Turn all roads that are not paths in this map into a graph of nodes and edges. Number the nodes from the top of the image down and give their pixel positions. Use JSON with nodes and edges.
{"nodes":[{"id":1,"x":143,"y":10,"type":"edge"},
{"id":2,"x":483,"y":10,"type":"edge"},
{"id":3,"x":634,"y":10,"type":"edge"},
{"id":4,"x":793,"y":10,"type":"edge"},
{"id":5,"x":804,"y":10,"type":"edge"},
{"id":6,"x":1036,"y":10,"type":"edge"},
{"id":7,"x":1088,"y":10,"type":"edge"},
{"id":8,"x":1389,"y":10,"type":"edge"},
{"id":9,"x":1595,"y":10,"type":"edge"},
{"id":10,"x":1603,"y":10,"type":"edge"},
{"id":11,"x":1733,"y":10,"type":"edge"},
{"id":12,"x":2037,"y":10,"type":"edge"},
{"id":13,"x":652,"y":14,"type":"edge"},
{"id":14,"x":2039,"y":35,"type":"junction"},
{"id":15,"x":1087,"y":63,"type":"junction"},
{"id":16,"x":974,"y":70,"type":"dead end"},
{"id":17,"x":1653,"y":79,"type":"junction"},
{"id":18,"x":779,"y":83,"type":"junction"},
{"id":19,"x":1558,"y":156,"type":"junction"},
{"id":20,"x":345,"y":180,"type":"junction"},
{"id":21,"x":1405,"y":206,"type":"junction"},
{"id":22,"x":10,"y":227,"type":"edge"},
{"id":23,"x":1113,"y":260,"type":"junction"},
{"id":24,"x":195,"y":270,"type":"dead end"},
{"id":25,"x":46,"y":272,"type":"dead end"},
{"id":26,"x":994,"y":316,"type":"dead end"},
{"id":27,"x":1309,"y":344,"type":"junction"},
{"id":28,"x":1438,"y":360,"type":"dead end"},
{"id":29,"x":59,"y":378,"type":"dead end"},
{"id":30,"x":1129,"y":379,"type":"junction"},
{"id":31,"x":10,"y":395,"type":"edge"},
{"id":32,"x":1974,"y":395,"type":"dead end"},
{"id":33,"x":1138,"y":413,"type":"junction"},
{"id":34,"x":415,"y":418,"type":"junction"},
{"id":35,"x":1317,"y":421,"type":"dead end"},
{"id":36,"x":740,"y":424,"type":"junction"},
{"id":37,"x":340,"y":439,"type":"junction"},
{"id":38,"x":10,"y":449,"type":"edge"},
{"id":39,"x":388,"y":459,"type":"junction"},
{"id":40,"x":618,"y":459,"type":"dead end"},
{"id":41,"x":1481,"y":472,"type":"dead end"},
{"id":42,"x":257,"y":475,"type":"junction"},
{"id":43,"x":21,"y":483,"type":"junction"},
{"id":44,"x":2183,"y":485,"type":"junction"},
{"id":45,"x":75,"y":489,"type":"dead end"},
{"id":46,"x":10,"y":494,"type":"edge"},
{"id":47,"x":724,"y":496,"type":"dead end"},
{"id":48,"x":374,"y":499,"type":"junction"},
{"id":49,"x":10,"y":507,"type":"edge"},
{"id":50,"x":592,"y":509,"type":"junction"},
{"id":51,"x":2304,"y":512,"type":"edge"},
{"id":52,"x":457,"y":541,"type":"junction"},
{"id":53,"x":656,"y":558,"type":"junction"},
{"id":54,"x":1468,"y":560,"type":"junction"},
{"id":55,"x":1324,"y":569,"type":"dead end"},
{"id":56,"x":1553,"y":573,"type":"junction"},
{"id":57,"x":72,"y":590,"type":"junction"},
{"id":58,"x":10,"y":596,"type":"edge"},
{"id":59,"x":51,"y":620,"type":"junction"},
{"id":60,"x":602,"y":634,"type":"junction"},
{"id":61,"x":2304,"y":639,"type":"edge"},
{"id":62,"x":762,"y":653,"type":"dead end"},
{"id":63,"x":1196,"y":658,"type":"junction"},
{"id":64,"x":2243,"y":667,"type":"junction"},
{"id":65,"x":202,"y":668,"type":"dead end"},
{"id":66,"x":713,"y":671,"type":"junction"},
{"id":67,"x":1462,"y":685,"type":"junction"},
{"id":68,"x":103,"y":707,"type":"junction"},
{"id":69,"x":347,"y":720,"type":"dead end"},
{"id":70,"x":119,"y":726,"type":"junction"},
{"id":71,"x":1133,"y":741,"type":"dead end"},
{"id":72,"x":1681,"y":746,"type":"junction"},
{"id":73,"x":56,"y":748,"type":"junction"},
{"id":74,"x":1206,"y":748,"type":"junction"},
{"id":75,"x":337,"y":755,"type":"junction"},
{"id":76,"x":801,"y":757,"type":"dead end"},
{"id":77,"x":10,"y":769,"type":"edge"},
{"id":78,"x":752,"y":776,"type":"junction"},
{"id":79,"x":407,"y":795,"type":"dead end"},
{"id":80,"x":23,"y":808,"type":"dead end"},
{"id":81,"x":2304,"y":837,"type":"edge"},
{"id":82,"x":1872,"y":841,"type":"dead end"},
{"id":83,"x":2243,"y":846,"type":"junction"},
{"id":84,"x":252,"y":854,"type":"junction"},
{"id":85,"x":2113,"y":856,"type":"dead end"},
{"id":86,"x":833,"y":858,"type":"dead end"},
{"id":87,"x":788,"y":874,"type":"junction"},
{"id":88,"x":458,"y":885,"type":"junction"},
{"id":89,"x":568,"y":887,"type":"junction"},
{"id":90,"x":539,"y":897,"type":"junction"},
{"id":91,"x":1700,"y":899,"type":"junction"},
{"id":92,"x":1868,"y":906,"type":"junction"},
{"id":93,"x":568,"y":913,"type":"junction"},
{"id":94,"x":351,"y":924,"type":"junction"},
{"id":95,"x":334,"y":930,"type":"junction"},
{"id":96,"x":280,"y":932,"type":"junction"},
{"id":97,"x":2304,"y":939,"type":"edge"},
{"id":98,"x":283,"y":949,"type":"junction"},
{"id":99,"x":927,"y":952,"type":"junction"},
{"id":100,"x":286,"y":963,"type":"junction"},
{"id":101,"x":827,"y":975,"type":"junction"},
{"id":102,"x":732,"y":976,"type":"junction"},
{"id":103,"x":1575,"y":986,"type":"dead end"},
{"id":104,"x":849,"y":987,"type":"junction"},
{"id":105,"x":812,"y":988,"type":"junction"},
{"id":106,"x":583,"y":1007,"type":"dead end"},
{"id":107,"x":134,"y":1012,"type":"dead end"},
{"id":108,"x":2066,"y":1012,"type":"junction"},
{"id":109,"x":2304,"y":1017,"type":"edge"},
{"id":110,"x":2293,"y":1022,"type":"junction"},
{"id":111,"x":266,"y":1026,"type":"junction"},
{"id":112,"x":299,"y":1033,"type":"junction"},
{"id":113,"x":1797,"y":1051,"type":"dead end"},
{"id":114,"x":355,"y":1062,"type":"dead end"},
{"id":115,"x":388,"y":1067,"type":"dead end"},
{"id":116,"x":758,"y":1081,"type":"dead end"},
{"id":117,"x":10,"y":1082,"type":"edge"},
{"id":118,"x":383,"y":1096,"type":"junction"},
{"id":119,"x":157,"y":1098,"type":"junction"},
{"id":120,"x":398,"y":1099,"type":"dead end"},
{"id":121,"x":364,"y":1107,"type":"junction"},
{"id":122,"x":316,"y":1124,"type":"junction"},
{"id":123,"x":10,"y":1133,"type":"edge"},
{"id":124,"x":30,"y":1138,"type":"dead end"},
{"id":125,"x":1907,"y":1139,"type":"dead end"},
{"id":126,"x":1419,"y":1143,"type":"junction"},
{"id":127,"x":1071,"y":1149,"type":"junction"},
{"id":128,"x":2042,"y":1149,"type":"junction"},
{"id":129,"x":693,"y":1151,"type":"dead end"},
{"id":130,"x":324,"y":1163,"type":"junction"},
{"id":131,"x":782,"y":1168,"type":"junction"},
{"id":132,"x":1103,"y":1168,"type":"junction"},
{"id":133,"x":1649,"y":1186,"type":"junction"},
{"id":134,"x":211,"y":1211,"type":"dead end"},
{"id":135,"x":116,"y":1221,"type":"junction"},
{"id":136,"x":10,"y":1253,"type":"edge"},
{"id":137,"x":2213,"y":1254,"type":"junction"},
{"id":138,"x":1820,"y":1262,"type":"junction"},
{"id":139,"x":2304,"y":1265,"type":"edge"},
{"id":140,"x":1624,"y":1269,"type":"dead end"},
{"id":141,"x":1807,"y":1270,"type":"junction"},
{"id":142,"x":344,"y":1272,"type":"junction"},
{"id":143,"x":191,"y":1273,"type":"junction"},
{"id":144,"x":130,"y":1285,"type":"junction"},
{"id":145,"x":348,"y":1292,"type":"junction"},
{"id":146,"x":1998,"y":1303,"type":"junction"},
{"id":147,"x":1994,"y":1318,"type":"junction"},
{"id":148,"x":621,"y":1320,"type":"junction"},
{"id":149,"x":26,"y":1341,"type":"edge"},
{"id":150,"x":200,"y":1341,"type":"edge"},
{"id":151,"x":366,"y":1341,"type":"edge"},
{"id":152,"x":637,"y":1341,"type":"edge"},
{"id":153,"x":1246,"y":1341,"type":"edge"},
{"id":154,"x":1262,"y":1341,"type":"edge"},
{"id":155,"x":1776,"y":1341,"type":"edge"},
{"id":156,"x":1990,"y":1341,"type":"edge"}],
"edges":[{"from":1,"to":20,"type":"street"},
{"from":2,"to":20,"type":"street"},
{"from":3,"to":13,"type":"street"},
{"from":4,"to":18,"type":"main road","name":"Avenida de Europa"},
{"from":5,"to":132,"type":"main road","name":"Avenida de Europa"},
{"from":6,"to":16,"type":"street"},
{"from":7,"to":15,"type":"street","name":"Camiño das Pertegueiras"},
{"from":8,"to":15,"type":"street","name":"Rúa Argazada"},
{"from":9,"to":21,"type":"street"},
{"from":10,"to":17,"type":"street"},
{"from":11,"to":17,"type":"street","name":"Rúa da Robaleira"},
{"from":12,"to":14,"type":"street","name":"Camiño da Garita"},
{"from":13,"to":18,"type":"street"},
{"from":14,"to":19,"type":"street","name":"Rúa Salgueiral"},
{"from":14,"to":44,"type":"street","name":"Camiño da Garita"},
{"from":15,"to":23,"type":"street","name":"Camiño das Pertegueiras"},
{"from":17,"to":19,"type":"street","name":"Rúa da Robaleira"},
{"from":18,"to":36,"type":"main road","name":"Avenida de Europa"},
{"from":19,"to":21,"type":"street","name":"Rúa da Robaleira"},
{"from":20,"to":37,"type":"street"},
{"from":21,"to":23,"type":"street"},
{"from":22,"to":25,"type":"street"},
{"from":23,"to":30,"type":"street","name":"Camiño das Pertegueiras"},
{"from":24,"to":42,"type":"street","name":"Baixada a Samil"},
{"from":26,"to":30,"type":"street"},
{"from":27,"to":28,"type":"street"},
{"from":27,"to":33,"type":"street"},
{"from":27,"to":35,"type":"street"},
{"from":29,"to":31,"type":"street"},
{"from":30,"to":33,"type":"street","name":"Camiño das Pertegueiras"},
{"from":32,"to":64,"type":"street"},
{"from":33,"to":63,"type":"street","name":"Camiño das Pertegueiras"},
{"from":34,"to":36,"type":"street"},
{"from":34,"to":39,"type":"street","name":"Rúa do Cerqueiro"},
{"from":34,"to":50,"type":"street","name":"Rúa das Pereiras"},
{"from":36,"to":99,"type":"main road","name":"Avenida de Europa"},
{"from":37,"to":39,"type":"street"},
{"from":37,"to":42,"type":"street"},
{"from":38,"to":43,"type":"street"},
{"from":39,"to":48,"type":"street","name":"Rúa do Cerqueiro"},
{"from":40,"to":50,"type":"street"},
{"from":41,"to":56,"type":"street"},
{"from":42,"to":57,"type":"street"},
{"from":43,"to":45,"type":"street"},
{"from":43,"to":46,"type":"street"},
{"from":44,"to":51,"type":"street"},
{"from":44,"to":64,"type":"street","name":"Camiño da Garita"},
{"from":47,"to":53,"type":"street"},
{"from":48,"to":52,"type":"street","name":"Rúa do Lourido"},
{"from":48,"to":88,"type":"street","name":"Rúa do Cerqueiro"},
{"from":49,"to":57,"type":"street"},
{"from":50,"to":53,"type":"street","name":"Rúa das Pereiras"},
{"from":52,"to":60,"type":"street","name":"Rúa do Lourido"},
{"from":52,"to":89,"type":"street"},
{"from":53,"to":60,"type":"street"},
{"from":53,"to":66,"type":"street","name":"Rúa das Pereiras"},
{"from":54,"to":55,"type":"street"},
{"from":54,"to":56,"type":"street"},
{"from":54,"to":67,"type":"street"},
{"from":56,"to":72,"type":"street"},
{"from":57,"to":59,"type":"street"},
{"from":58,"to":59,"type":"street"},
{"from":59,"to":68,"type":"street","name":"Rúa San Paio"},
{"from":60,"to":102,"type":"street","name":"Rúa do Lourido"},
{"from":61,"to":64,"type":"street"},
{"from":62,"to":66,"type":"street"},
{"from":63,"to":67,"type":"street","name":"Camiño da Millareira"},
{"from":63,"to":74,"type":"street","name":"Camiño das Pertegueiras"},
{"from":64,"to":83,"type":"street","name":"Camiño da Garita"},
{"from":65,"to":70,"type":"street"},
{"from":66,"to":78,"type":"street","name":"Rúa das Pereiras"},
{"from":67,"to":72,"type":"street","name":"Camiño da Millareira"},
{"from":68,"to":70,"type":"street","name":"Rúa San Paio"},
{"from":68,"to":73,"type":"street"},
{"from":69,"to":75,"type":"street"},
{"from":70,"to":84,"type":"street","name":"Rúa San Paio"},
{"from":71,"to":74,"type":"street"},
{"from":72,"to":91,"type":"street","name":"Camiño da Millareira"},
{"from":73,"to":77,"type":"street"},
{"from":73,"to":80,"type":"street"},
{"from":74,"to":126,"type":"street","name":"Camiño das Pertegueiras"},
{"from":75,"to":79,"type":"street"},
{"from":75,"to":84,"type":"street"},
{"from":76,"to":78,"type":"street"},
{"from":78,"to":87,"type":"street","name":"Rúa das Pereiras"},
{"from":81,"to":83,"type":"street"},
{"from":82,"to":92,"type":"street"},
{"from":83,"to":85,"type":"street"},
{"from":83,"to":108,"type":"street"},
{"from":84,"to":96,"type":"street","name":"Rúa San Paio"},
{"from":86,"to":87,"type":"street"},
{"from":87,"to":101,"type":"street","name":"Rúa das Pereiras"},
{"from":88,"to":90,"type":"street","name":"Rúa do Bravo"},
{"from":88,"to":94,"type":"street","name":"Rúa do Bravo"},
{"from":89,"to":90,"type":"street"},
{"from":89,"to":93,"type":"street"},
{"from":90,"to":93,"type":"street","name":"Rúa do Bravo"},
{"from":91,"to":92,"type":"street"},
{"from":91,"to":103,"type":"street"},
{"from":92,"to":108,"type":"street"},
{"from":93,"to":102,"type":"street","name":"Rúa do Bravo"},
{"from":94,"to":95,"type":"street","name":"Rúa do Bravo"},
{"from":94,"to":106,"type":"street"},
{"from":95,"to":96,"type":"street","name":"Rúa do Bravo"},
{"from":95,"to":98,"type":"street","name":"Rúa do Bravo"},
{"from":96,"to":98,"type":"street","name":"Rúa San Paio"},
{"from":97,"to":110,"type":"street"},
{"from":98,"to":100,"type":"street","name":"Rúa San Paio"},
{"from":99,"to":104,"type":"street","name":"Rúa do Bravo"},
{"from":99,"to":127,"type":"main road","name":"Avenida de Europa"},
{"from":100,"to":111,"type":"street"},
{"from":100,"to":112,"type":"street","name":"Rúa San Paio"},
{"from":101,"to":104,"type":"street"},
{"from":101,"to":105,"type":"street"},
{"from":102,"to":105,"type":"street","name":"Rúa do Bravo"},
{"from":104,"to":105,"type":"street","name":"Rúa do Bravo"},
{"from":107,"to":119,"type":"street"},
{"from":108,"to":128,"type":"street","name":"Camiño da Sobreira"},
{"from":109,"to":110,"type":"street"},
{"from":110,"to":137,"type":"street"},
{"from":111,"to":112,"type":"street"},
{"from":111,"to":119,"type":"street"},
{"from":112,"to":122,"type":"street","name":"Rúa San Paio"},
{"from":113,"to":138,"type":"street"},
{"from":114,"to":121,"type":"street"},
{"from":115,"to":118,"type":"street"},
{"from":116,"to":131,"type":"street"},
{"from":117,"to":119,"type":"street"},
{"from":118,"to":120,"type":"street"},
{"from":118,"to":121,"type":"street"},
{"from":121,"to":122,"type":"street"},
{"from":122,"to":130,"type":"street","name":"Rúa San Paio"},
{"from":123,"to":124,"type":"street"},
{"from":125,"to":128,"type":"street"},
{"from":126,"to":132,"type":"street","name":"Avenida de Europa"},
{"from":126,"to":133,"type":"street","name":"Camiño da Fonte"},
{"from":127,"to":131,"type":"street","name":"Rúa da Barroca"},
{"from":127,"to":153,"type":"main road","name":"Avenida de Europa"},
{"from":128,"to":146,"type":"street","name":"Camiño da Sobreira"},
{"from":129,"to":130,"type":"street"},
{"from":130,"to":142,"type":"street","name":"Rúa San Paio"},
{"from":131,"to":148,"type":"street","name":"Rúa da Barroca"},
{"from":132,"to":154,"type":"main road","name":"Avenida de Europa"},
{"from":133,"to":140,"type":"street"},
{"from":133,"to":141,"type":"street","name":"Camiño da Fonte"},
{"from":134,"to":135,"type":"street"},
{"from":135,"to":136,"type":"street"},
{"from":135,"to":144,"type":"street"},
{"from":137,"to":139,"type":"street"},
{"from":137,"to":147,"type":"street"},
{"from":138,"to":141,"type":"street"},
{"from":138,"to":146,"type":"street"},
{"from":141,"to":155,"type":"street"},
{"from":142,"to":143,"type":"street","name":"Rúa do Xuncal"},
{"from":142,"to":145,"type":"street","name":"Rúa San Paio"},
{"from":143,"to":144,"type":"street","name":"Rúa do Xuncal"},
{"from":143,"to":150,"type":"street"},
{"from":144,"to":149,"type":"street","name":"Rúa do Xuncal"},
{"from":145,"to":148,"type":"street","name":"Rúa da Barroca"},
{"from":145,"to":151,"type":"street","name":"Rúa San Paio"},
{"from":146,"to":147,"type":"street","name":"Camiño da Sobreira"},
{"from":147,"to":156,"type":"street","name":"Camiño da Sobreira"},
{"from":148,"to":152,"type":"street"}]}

TASK INSTRUCTIONS: Copy out each line of the data in which the word "nodes" appears.

ANSWER SECTION:
Turn all roads that are not paths in this map into a graph of nodes and edges. Number the nodes from the top of the image down and give their pixel positions. Use JSON with nodes and edges.
{"nodes":[{"id":1,"x":143,"y":10,"type":"edge"},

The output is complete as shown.